When the adventures begin Douglas and Tom soon realize that there are bigger mysteries in the world that they are not yet ready to take on -- they have a lot of life skills to learn in the summer of 1928.


When I first started reading Dandelion Wine I found it boring. After reading the back cover I was expecting tons of adventures and excitement. The book is filled with adventures and excitement, but I didn't understand this until the end of the book.  Dandelion Wine is not like the books I usually read (it was a school assignment).  It is not a modern-day book or a historical book; the story takes place about 80 years ago.

As we read the first couple of pages of the book we meet some of Douglas's family who all live in the same house as him. All of the Spauldings live in his house; grandparents, cousins, aunts, uncles, brothers and sisters and more. It was a fun little introduction but after a couple of chapters of 'Grandpa dropped that...' and 'Tom did this...' it gets a to be a bit boring and it seems like the story isn't really starting.

After the first couple of chapters we learn that Douglas wants to experience "everything in the entire world" in summer of 1928, and how he wants his life to be a big adventure which will begin that summer.

As the book progresses, we meet some of Douglas and Tom's friends. All of the boys play together, and that is an interesting topic to read about (I find).  It turned out to be a very interesting way to learn about a boy's life in 1928. We read about what sports they played, what sweets (candy) they ate and what they wore. When you think about it, you probably don't really know what a group of 12 year old boys growing up in 1928 would do in summer. It is an uncommon topic, but, let's say, an educational topic.

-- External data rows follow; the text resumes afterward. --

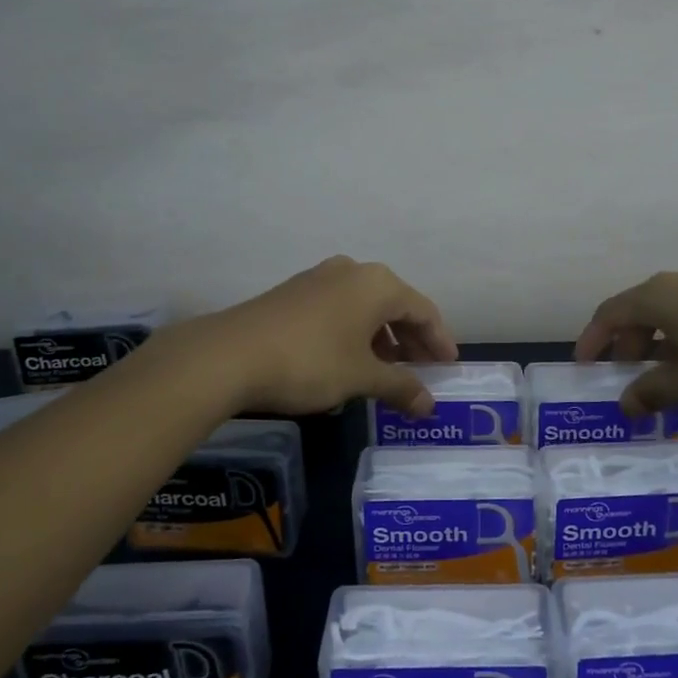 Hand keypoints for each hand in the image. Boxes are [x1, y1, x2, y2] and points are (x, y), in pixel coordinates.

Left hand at [177, 256, 457, 416]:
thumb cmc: (311, 362)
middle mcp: (353, 271)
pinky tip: (350, 360)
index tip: (448, 367)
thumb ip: (400, 388)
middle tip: (423, 371)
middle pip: (396, 305)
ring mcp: (320, 278)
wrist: (230, 355)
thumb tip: (429, 406)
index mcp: (378, 284)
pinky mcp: (294, 292)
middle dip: (411, 340)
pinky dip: (355, 333)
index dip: (439, 341)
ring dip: (382, 338)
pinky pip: (340, 309)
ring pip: (366, 307)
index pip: (424, 310)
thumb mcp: (361, 378)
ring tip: (387, 371)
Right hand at [575, 262, 677, 418]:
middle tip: (626, 376)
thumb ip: (652, 392)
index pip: (611, 311)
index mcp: (662, 295)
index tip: (584, 365)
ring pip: (671, 308)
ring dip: (657, 339)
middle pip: (640, 307)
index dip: (592, 338)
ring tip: (662, 374)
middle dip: (627, 341)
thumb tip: (626, 404)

However the 'story' never seems to start. But it does. You just don't realize it until the end of the book. The book isn't exactly a story with adventure, it is, as I like to call it, a 'thinking' story.  It is a book that makes you think and you don't realize it until the end.  This is a story of a young boy learning, but as it develops in your mind, you are learning as well. This book makes you think about your life and everything that you have already learnt or that are in the middle of learning.

I would recommend Dandelion Wine to any tween ready to learn.

Note: There is a sequel to this book which was written in 2006 (almost 50 years later).  It is called Farewell Summer and follows Douglas in the summer of 1929.

Ages 12+

239 pages

1 comment:

  1. Nice one, Gia! I really like how you review school books as well as your chosen books. What did you learn from reading the book?

    I'm glad that you are still reading. Hope school is going well.